- [DATASET EXTRACT]:
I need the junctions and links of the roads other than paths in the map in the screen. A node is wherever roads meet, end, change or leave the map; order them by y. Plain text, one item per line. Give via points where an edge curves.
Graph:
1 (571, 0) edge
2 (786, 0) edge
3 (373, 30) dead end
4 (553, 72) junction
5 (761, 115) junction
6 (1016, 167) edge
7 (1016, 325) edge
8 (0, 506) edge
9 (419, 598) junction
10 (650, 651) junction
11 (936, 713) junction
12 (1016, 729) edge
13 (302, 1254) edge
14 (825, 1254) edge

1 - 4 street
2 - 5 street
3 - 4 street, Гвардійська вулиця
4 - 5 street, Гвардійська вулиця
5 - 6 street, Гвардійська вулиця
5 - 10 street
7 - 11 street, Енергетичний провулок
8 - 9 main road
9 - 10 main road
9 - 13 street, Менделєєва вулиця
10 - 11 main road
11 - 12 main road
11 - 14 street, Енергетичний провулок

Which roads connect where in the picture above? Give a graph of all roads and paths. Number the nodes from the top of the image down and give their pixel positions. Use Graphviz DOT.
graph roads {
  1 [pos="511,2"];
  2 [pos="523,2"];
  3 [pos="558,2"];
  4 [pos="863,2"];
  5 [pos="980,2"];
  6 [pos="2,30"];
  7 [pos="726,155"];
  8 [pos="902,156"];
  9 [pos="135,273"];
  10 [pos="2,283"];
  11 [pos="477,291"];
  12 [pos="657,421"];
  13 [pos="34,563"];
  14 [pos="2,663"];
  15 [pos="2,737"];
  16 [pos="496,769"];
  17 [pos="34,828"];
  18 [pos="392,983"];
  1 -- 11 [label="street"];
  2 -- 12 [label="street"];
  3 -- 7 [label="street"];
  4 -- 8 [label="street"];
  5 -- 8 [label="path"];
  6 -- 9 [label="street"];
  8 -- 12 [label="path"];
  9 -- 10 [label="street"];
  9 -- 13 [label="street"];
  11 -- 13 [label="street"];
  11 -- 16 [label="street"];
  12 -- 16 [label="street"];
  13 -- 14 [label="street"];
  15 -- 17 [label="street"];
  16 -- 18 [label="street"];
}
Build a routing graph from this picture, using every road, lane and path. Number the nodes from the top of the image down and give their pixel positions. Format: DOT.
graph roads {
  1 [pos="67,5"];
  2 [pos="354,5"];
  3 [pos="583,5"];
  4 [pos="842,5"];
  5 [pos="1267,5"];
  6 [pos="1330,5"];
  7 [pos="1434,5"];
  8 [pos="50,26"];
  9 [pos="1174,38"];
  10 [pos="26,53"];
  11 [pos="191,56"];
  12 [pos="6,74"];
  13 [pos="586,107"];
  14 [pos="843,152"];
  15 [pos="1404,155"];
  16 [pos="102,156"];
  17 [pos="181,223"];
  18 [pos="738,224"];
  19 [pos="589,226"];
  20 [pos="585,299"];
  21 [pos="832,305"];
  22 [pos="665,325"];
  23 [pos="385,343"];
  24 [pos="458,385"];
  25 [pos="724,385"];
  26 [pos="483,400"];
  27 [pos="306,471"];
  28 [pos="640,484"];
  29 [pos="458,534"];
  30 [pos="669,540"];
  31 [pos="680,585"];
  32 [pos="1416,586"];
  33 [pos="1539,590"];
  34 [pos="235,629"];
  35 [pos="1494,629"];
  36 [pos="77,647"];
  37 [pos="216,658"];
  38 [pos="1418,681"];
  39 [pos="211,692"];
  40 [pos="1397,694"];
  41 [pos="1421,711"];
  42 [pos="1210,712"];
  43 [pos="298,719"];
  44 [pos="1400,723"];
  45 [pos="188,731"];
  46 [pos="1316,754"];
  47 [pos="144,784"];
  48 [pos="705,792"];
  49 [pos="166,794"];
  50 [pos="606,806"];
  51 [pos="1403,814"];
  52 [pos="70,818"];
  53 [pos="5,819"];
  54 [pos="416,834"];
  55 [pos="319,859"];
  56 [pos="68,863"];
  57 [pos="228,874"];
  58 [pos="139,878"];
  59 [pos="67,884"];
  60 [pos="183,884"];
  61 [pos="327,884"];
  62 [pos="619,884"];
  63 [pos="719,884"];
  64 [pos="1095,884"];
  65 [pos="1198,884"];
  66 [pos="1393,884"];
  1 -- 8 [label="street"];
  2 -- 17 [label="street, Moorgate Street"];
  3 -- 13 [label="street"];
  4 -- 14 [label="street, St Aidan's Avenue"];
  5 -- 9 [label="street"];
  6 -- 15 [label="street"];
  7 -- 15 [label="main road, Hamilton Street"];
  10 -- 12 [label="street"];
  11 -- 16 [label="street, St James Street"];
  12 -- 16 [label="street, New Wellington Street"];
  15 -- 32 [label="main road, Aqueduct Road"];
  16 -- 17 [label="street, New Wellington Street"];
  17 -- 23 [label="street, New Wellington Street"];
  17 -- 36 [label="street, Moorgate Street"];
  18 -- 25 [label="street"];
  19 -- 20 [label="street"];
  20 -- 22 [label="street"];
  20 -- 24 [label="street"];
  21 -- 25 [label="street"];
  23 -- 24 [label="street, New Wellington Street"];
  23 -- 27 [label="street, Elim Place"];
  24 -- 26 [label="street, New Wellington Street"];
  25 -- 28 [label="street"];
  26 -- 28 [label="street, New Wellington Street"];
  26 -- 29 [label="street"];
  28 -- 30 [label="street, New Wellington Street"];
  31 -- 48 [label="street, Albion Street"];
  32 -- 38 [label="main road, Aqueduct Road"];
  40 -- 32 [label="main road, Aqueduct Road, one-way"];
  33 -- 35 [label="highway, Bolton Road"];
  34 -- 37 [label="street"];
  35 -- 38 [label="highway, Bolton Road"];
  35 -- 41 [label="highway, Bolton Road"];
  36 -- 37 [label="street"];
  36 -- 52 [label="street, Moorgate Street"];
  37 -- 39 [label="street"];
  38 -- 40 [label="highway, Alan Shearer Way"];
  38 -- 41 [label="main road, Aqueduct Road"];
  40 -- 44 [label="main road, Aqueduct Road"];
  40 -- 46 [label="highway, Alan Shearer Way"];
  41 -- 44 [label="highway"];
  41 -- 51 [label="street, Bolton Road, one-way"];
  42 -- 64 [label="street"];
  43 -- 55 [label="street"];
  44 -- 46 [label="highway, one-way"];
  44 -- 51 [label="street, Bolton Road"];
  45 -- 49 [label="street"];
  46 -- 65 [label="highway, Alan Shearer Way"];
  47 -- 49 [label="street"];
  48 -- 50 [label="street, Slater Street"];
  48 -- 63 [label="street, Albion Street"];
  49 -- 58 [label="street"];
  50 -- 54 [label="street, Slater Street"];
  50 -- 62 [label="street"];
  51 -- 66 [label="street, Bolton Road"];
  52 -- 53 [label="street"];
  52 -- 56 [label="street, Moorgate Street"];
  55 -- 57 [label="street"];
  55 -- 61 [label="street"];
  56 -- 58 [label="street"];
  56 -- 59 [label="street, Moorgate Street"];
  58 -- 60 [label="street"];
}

- [EXERCISE DIRECTIONS]: If a line in the records above contains the word "провулок", count it, then give the total and nothing else.

- [RESULT OF THIS TASK]: 2